After winning that second award, my proud husband contacted a friend who had been a book reviewer for three different national newspapers, asking him if he knew of anyone with a major periodical who could review my book and get it more exposure. He mentioned both awards, and surprisingly, the reviewer replied, “If she’s won the Great Southeast Book Festival award, she’s already accomplished something. There’s buzz about that award in the industry.” Who knew? There was an awards ceremony for GSBF winners being held in California, but I didn’t even consider going. Learning that there was some measure of prestige attached to that award, I now wish I had.

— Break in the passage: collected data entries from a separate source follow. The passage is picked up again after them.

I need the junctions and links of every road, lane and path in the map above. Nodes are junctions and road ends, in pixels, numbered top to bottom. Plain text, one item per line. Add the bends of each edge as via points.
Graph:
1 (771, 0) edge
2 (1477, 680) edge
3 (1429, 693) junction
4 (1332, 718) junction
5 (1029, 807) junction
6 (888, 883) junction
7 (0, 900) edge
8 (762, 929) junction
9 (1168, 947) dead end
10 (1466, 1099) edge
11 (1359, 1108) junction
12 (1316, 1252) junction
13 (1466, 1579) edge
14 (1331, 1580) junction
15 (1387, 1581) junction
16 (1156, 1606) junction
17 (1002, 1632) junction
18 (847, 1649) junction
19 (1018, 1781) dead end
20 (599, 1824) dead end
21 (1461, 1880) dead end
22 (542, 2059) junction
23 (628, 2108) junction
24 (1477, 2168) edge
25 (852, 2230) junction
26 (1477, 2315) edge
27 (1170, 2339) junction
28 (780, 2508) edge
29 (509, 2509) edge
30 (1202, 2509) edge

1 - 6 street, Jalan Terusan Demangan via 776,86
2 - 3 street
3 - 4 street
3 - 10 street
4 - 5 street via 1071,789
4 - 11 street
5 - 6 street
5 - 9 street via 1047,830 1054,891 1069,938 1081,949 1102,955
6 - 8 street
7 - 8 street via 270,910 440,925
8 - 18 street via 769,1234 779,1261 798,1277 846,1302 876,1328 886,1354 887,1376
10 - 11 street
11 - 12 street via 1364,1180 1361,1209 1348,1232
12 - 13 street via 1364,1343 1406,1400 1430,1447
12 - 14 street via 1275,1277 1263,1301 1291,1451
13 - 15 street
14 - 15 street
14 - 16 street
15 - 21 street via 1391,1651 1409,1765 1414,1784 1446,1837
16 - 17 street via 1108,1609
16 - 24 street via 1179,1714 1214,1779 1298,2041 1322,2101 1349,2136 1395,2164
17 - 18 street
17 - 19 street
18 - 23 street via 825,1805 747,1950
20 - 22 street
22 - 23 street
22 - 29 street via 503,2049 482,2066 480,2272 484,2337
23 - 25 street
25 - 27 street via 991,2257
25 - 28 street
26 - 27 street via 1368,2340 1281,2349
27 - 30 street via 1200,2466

Readers’ Favorite posted the information about the winning books on numerous social media sites, including Facebook and Twitter. They put on a heck of a fine awards banquet, and delivered some high-quality photos that can be used for marketing and promotion. So do I feel I got $89 worth of value from Readers’ Favorite? You bet I do! Best of all, sales ticked up that awards weekend when I ran a promotion, and Moral Infidelity entered the top 5,000 on Amazon for the first time. Do I feel I got my value out of the $50 Great Southeast Book Festival Award (plus the $25 for stickers?) Hard to say, but I know that I am now almost as proud of the GSBF award as I am of the RF award.
For those who think any paid entry for a contest makes it bogus, I would like to point out that someone has to read and review the entries, and someone has to read and judge those entries. I can’t imagine any organization that is altruistic enough to pay those persons on authors’ behalf. I can’t imagine any reviewers who would read dozens of books and review them as a favor. Somehow, the costs for the banquet venue and food, the medals, and the photographer, had to be paid. That booth at the Miami Book Fair International, where the award-winning books were displayed, was not free. When you consider all that Readers’ Favorite delivered, I think $89 is a bargain.
So yes, I feel I got my money’s worth…Validation, promotion, and a fun time in Miami, where I met so many interesting authors. Book promoters and marketing specialists were there to offer advice, along with their services. Of course, the promoters and marketers have other (paid) services to offer, and for those who wish to take it further, they at least have a place to start.
I’m now working on my fourth book, and though at this point I have no idea if it will be good enough to win another award, I might just pony up the modest fee and go for what I originally intended to get out of the entire awards process–validation. Where’s the flaw in that?